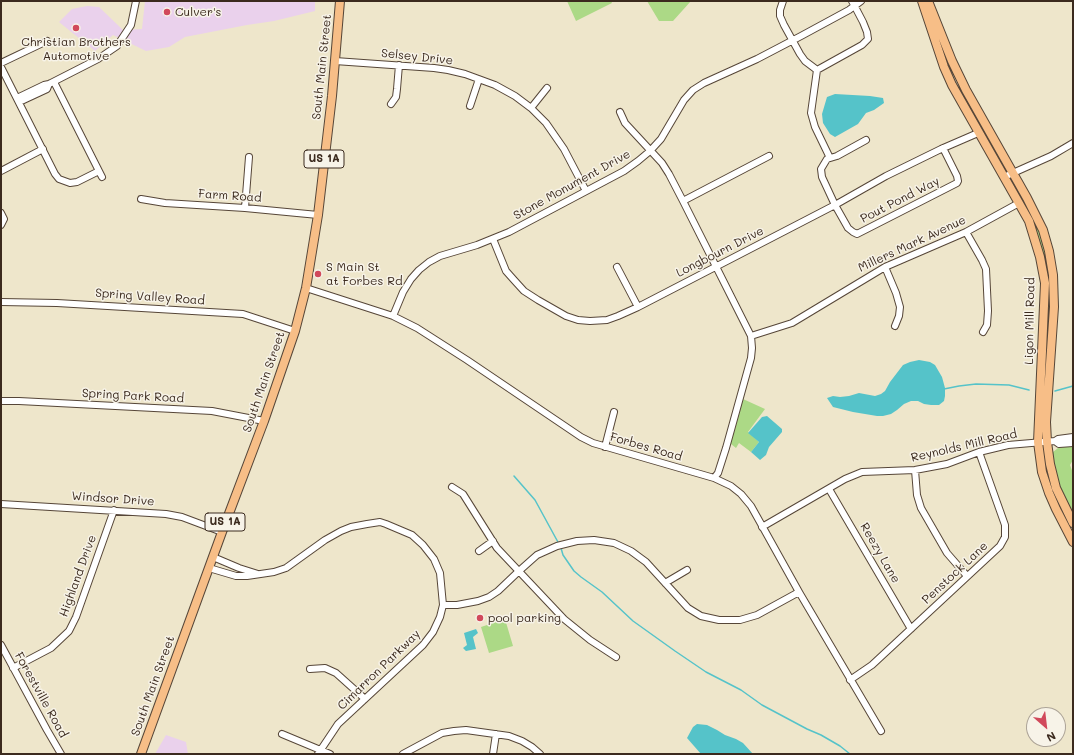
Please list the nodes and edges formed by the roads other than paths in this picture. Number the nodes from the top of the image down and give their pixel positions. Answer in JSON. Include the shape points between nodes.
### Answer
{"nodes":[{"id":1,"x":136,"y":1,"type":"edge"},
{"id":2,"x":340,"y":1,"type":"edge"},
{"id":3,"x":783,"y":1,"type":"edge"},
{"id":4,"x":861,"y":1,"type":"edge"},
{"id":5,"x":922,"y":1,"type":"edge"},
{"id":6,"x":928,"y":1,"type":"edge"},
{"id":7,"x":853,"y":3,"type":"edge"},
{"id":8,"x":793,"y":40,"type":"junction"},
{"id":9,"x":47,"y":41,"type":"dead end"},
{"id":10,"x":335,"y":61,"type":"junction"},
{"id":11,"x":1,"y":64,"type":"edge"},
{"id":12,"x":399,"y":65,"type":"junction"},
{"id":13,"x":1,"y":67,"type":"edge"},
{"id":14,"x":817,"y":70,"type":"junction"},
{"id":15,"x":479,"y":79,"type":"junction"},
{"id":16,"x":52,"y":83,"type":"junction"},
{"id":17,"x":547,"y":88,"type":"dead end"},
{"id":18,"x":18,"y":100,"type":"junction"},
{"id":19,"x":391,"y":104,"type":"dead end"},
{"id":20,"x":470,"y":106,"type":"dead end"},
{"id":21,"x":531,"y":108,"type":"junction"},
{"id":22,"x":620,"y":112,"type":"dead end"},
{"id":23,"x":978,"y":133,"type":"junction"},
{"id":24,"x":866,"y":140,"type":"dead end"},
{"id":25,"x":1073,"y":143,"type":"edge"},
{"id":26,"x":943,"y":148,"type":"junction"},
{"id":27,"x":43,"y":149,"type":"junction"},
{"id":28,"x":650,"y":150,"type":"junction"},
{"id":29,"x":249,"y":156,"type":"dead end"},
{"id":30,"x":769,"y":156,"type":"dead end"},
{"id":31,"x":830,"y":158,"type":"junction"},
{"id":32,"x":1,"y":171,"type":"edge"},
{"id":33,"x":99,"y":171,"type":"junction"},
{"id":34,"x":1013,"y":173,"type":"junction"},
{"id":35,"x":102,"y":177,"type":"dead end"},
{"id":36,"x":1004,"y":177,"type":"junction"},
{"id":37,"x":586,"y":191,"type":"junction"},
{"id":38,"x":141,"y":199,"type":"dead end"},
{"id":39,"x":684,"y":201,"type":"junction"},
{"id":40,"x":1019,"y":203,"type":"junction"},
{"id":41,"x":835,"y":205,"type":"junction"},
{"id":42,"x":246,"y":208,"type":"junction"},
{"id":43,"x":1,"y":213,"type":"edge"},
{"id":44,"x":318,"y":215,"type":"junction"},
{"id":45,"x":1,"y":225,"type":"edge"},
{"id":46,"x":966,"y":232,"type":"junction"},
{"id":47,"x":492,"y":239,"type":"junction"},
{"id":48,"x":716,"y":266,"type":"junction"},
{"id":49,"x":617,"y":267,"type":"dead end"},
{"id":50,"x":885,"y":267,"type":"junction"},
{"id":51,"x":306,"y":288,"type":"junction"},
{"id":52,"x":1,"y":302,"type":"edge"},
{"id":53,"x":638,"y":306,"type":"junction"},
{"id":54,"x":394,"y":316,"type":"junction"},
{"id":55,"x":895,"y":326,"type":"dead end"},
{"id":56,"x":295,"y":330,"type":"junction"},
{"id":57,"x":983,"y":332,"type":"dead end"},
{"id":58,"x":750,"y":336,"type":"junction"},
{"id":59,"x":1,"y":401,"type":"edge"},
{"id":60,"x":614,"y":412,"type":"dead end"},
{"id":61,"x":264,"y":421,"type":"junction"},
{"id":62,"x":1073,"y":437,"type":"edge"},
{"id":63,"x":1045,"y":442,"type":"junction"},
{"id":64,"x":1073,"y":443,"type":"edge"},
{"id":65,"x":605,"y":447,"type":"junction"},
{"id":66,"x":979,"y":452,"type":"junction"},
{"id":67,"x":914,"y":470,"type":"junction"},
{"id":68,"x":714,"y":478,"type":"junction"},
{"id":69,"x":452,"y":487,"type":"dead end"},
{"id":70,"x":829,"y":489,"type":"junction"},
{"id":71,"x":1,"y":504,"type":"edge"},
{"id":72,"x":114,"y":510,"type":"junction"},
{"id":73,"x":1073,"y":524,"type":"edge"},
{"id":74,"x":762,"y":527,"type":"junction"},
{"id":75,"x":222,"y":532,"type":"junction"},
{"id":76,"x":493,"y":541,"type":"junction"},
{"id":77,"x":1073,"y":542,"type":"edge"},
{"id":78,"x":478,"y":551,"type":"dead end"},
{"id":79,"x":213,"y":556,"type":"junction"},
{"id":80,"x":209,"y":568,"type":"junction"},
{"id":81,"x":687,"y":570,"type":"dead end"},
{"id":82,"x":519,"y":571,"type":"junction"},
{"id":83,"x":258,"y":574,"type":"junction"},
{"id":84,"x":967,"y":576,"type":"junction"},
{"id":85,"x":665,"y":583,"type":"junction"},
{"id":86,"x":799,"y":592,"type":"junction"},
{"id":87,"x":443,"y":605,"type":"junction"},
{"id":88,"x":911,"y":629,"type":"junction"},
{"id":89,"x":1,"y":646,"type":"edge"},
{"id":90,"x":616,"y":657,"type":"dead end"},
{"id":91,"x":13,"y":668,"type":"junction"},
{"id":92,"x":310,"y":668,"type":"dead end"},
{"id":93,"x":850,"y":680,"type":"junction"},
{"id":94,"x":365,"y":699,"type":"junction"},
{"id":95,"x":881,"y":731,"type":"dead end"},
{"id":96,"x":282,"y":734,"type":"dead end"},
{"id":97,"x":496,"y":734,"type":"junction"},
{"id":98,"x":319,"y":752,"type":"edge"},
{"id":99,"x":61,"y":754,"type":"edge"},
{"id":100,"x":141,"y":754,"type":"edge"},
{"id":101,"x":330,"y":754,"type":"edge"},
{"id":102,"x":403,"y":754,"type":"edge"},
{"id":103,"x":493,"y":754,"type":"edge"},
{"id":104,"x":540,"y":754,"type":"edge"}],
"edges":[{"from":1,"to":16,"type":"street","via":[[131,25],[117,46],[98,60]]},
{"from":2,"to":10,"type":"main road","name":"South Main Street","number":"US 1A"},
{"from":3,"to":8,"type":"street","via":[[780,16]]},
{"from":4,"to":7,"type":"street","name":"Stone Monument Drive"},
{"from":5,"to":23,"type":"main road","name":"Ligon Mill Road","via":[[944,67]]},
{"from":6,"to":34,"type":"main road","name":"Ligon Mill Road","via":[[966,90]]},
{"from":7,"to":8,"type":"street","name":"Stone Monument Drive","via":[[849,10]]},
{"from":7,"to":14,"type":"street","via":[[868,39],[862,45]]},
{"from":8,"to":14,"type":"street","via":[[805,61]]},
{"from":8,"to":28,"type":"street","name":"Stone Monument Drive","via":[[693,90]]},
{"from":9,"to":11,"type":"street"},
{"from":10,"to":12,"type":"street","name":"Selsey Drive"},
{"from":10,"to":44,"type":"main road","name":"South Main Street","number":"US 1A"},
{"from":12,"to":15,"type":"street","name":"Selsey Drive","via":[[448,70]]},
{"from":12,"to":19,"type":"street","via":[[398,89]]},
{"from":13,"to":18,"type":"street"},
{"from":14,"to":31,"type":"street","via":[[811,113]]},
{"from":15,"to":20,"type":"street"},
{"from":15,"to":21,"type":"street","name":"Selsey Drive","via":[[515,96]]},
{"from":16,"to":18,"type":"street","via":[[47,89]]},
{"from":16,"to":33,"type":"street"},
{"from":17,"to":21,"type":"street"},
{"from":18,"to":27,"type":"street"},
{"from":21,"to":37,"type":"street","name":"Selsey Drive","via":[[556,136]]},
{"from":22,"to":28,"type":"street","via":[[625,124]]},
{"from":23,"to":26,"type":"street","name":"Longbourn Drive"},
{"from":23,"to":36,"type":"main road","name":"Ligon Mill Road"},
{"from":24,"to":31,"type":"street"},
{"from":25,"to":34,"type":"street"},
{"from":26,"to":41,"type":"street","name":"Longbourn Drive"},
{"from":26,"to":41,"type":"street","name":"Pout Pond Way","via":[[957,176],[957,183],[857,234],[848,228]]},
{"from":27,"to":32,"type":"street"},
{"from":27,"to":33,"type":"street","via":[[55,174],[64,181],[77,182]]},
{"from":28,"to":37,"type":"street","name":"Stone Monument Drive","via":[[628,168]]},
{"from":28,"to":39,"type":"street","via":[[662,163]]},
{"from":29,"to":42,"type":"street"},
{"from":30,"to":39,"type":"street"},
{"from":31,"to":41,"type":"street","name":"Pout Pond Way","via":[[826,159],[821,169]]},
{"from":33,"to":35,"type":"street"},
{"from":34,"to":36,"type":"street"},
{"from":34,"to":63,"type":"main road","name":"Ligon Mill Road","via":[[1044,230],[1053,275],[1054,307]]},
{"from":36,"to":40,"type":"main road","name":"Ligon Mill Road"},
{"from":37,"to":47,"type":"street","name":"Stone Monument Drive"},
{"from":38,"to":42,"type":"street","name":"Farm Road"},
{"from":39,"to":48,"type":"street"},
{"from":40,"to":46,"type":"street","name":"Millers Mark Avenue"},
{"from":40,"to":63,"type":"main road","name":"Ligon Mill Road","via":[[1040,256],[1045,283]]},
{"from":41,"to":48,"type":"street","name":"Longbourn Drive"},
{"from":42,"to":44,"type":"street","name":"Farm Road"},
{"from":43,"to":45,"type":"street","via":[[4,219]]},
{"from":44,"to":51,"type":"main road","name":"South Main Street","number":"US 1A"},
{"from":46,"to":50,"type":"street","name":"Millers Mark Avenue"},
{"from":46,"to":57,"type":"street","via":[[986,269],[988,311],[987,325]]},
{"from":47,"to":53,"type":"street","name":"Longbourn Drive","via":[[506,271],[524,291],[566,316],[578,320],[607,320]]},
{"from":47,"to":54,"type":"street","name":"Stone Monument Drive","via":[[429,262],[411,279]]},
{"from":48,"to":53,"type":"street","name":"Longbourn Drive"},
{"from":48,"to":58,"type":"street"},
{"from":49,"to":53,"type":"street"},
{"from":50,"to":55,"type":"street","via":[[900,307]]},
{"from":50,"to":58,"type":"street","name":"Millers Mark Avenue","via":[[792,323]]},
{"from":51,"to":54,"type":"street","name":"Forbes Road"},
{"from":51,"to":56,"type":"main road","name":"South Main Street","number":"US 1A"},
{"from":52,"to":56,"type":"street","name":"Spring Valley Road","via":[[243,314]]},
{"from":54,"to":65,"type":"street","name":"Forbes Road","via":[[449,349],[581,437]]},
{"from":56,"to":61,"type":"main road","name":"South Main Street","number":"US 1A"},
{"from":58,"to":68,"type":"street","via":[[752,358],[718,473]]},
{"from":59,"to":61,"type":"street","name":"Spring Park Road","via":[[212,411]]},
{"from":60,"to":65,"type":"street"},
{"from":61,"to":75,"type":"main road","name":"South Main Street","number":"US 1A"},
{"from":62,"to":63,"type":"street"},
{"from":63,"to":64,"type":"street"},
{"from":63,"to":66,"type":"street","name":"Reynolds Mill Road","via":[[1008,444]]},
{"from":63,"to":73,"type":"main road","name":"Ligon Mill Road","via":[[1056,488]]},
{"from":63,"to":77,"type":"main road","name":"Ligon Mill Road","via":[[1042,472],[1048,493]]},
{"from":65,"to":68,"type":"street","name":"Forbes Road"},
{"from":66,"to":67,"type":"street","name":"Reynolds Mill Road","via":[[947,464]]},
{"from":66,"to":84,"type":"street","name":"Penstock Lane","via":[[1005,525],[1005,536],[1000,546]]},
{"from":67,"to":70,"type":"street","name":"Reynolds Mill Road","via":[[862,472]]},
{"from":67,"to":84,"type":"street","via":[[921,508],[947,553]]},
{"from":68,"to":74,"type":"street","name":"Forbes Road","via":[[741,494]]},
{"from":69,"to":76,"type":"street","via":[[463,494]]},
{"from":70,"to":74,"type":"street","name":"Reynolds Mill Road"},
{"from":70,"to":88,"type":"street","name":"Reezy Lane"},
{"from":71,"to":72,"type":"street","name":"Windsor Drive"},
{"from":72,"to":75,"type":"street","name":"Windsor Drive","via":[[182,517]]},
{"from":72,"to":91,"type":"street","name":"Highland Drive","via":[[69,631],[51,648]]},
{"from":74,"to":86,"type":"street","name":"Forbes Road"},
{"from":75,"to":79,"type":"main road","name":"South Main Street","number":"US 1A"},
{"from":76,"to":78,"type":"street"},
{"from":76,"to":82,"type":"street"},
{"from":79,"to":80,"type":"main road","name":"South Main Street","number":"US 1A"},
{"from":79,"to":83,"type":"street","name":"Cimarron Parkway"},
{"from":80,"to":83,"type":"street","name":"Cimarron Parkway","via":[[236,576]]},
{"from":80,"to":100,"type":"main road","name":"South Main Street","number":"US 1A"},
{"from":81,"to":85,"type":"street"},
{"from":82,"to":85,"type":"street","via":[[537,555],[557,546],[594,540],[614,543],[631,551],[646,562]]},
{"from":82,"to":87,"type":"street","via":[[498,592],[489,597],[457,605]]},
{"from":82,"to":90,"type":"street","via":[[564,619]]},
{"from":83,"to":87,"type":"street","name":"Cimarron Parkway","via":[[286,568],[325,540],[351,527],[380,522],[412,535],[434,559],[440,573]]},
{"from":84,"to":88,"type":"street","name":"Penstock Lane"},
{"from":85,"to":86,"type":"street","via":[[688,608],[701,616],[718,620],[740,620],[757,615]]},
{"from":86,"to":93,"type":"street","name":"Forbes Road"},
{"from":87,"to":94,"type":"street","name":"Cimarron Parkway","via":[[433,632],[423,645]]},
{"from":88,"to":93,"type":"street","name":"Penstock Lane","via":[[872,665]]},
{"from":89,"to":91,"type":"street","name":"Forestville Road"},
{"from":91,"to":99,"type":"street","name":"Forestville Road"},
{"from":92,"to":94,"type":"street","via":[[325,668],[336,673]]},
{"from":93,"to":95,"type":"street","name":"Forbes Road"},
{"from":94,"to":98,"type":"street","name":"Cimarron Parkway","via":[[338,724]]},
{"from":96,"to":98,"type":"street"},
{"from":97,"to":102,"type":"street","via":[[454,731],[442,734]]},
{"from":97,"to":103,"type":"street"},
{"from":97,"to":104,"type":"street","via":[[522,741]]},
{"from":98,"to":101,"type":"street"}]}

ACTION ITEM
Bring together all lines from the listing that contain the word "Millers".

RESULT FOR THIS EXERCISE
{"from":40,"to":46,"type":"street","name":"Millers Mark Avenue"},
{"from":46,"to":50,"type":"street","name":"Millers Mark Avenue"},
{"from":50,"to":58,"type":"street","name":"Millers Mark Avenue","via":[[792,323]]},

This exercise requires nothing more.